Stored items from a collection
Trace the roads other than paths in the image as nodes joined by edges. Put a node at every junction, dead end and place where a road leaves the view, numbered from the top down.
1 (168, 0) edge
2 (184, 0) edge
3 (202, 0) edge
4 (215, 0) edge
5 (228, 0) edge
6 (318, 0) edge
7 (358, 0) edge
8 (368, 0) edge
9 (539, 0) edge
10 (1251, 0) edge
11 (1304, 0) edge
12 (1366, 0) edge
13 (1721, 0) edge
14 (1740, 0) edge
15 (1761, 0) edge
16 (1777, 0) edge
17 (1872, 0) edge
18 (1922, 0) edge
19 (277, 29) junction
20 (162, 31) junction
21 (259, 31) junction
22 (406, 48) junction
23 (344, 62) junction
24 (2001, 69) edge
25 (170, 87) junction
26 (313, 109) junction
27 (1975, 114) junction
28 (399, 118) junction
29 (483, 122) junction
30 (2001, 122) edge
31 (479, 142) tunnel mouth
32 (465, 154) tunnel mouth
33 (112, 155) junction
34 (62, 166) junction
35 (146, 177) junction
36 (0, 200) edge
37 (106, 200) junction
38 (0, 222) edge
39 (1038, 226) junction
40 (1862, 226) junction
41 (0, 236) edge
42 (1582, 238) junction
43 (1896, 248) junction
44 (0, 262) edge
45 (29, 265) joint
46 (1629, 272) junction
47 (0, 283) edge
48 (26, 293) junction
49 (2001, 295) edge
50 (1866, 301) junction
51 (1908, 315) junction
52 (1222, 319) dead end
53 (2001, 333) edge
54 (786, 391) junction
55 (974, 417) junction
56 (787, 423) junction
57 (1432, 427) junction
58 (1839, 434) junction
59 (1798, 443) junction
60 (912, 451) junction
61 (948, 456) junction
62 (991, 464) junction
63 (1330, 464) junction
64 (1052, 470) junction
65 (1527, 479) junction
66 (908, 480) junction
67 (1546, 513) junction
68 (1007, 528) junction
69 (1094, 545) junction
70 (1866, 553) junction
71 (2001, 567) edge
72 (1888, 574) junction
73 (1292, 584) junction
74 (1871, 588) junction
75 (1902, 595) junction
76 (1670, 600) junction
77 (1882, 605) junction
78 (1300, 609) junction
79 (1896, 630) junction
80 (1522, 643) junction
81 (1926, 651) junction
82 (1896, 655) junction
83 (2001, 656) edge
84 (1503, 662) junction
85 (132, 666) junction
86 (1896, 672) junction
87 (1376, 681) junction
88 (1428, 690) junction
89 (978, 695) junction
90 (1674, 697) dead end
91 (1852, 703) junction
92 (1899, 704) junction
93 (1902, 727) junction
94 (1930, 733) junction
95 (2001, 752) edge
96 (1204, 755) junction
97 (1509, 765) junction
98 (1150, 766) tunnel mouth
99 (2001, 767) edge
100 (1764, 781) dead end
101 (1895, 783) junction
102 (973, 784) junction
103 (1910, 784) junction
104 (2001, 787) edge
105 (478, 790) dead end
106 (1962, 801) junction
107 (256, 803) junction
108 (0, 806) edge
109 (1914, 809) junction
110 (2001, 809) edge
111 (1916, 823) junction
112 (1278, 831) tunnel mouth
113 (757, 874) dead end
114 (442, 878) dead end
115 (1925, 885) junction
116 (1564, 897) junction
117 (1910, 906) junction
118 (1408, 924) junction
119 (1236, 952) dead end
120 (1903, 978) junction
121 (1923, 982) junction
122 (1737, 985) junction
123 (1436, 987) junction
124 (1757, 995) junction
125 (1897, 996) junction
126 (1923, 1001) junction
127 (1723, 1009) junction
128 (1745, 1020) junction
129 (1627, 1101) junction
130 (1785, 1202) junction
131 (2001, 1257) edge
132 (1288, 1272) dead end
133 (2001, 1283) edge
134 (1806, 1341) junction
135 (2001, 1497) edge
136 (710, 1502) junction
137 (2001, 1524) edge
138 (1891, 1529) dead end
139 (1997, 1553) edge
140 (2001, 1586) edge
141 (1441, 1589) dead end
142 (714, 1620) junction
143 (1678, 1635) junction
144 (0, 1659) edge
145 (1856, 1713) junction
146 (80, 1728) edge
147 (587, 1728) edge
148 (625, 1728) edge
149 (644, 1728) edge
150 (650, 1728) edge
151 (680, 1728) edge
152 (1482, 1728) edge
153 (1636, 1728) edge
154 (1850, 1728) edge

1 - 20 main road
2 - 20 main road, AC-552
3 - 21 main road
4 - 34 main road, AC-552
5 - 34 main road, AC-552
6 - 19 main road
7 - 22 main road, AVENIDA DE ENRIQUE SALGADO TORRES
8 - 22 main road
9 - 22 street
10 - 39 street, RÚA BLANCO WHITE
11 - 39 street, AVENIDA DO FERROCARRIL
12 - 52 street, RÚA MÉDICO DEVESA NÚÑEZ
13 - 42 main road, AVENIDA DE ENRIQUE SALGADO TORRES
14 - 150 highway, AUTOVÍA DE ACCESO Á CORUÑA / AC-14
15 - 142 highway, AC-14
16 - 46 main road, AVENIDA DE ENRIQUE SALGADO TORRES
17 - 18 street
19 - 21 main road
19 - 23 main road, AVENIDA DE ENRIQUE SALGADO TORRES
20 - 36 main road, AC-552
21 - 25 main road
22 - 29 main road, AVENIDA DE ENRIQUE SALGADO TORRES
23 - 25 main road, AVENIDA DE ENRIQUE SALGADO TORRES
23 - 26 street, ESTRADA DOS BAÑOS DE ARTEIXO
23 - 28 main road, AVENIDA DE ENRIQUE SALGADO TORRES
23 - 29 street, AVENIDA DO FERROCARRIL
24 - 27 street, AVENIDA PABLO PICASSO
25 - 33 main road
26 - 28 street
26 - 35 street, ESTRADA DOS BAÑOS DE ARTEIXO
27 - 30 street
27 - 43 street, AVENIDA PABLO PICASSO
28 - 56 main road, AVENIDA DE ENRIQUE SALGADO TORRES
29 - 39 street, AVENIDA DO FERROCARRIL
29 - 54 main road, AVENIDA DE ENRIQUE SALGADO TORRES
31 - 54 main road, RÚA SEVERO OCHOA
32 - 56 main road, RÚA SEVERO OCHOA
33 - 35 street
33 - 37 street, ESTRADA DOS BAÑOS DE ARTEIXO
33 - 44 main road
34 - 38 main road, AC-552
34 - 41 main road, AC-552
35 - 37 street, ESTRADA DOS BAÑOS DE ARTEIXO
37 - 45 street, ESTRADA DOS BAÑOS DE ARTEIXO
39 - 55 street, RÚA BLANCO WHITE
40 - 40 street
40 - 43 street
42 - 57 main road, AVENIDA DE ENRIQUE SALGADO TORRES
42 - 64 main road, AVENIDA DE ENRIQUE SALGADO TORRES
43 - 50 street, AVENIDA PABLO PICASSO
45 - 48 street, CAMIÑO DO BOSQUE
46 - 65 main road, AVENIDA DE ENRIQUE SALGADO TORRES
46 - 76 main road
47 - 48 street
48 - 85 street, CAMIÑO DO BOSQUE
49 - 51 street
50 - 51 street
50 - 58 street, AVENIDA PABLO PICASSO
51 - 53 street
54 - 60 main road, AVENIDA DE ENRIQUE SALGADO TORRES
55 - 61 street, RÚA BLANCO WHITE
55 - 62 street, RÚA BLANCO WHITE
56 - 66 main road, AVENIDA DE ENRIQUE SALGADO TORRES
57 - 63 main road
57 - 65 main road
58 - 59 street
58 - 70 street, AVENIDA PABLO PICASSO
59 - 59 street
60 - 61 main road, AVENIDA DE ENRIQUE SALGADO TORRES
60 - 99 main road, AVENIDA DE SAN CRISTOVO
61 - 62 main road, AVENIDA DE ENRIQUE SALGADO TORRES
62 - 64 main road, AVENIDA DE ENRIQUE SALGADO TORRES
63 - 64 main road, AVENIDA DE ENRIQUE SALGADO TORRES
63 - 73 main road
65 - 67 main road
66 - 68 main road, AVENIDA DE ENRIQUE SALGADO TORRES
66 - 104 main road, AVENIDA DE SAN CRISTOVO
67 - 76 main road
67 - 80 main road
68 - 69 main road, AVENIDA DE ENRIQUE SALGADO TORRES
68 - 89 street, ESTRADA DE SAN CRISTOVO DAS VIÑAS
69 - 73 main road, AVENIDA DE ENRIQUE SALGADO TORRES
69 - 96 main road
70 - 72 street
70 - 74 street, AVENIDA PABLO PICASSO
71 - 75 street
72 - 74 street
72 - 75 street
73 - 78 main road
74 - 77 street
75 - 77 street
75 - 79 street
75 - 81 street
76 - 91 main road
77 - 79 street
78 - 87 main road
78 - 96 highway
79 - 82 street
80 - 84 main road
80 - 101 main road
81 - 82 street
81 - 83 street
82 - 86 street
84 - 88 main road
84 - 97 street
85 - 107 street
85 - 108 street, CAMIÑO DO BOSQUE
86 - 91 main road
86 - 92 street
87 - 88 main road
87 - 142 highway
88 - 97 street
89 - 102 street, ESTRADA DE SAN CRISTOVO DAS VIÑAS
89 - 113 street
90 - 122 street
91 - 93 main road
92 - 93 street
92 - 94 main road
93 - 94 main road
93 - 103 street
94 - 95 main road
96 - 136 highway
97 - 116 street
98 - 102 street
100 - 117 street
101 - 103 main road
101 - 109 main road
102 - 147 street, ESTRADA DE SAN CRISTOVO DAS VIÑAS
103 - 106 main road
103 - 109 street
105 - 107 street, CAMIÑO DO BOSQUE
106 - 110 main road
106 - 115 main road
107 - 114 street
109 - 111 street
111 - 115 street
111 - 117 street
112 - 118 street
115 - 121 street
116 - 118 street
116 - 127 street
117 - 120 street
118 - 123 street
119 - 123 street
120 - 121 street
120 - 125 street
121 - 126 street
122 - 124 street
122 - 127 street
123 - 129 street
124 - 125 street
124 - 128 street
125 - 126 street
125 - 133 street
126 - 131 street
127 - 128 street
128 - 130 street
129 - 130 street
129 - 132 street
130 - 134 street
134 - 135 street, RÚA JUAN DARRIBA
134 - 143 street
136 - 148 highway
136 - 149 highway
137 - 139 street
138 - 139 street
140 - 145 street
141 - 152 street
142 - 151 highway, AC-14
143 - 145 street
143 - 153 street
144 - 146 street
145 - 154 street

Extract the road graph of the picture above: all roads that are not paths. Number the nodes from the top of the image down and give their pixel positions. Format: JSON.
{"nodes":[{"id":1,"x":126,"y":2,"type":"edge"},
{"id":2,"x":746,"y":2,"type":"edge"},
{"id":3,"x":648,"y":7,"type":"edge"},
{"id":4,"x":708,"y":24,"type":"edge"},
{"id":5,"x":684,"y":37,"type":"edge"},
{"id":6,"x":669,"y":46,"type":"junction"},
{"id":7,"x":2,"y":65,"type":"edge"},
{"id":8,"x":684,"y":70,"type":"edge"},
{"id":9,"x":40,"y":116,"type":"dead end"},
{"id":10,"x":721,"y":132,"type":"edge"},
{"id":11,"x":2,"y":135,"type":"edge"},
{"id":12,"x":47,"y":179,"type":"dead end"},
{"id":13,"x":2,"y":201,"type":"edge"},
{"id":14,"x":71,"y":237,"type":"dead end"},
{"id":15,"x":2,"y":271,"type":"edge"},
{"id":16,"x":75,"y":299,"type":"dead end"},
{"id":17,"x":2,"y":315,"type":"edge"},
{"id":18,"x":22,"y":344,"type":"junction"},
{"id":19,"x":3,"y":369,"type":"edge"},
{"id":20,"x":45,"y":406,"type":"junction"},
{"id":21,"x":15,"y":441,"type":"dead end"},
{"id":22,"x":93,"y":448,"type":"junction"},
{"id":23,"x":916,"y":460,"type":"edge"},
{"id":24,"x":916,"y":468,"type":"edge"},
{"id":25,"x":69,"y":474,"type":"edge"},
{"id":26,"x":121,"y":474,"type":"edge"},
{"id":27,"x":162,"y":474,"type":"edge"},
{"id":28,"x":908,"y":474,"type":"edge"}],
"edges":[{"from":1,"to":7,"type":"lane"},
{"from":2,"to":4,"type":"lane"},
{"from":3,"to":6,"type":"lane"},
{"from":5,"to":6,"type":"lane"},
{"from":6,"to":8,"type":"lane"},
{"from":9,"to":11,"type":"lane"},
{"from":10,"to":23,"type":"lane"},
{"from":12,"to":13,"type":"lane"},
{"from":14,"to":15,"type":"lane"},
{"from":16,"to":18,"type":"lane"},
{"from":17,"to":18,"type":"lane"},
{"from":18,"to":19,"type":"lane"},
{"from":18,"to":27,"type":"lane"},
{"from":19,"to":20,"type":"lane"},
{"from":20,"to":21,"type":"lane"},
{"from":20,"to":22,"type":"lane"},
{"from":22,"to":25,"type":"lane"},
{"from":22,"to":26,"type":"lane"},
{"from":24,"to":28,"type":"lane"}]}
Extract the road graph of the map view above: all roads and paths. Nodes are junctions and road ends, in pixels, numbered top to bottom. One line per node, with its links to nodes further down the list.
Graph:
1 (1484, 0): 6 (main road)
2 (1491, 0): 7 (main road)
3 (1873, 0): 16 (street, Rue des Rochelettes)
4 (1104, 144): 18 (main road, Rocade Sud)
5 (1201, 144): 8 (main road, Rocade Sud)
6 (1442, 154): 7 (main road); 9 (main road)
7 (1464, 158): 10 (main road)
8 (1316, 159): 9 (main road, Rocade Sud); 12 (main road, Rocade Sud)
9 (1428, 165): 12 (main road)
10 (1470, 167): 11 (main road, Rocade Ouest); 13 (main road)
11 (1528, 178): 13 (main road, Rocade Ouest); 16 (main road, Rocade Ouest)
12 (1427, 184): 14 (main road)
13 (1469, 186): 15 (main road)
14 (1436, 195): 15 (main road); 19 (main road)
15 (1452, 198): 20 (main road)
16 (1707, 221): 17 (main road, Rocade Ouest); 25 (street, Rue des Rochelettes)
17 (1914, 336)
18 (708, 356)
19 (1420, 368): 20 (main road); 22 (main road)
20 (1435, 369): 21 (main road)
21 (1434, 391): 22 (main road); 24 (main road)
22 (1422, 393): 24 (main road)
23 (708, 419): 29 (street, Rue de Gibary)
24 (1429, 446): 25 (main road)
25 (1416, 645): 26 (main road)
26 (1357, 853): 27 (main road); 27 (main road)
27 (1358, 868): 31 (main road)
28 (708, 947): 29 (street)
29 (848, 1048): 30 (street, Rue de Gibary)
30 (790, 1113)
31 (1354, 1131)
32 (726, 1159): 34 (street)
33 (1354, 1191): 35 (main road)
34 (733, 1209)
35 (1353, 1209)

• ACTIVITY: In the records, which lines mention the word "CRISTOVO"? Copy those lines.

• TASK OUTPUT:
60 - 99 main road, AVENIDA DE SAN CRISTOVO
66 - 104 main road, AVENIDA DE SAN CRISTOVO
68 - 89 street, ESTRADA DE SAN CRISTOVO DAS VIÑAS
89 - 102 street, ESTRADA DE SAN CRISTOVO DAS VIÑAS
102 - 147 street, ESTRADA DE SAN CRISTOVO DAS VIÑAS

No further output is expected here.